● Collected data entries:
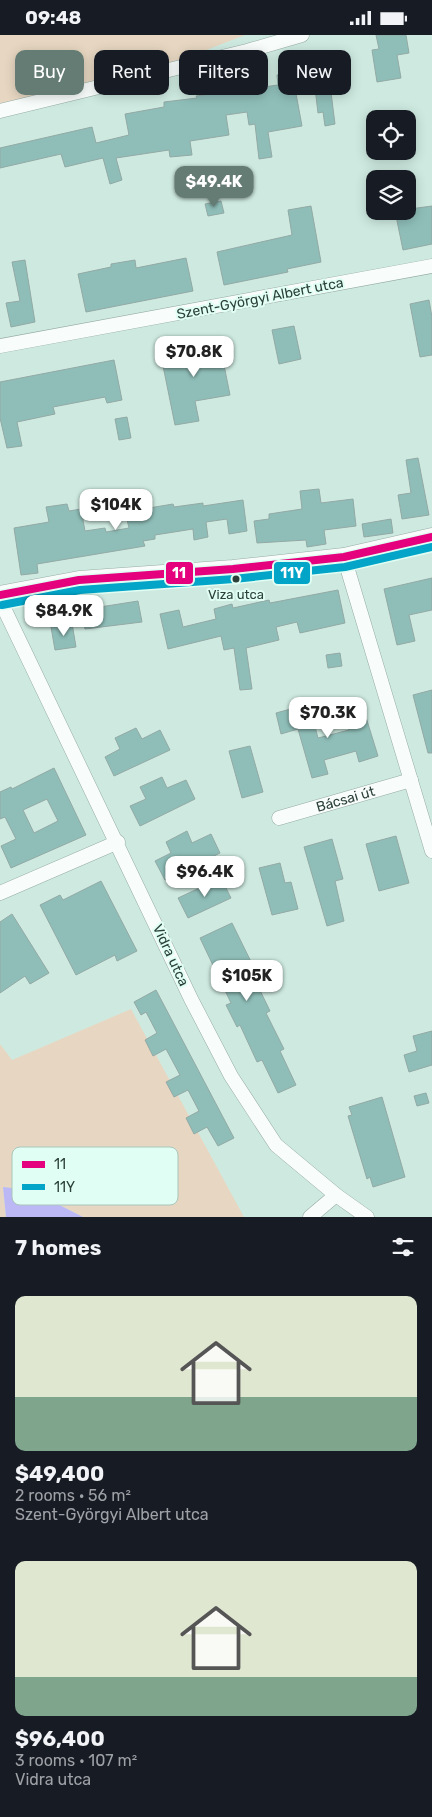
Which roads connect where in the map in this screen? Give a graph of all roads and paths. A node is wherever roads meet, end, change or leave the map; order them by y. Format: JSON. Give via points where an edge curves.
{"nodes":[{"id":1,"x":302,"y":35,"type":"edge"},
{"id":2,"x":0,"y":111,"type":"edge"},
{"id":3,"x":432,"y":266,"type":"edge"},
{"id":4,"x":0,"y":346,"type":"edge"},
{"id":5,"x":432,"y":537,"type":"edge"},
{"id":6,"x":344,"y":557,"type":"junction"},
{"id":7,"x":0,"y":595,"type":"edge"},
{"id":8,"x":0,"y":600,"type":"edge"},
{"id":9,"x":411,"y":780,"type":"junction"},
{"id":10,"x":279,"y":819,"type":"dead end"},
{"id":11,"x":118,"y":843,"type":"junction"},
{"id":12,"x":432,"y":851,"type":"edge"},
{"id":13,"x":0,"y":893,"type":"edge"},
{"id":14,"x":336,"y":1195,"type":"junction"},
{"id":15,"x":310,"y":1217,"type":"edge"},
{"id":16,"x":367,"y":1217,"type":"edge"}],
"edges":[{"from":1,"to":2,"type":"street"},
{"from":3,"to":4,"type":"street","name":"Szent-Györgyi Albert utca"},
{"from":5,"to":6,"type":"main road"},
{"from":6,"to":7,"type":"main road","via":[[79,580]]},
{"from":6,"to":9,"type":"street"},
{"from":8,"to":11,"type":"street","name":"Vidra utca"},
{"from":9,"to":10,"type":"street","name":"Bácsai út"},
{"from":9,"to":12,"type":"street"},
{"from":11,"to":13,"type":"street"},
{"from":11,"to":14,"type":"street","name":"Vidra utca","via":[[191,999],[232,1076],[276,1145]]},
{"from":14,"to":15,"type":"street"},
{"from":14,"to":16,"type":"street","name":"Vidra utca"}]}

● EXERCISE: Every line that contains the string "main" should be returned from the data.

● RESPONSE BOX:
{"from":5,"to":6,"type":"main road"},
{"from":6,"to":7,"type":"main road","via":[[79,580]]},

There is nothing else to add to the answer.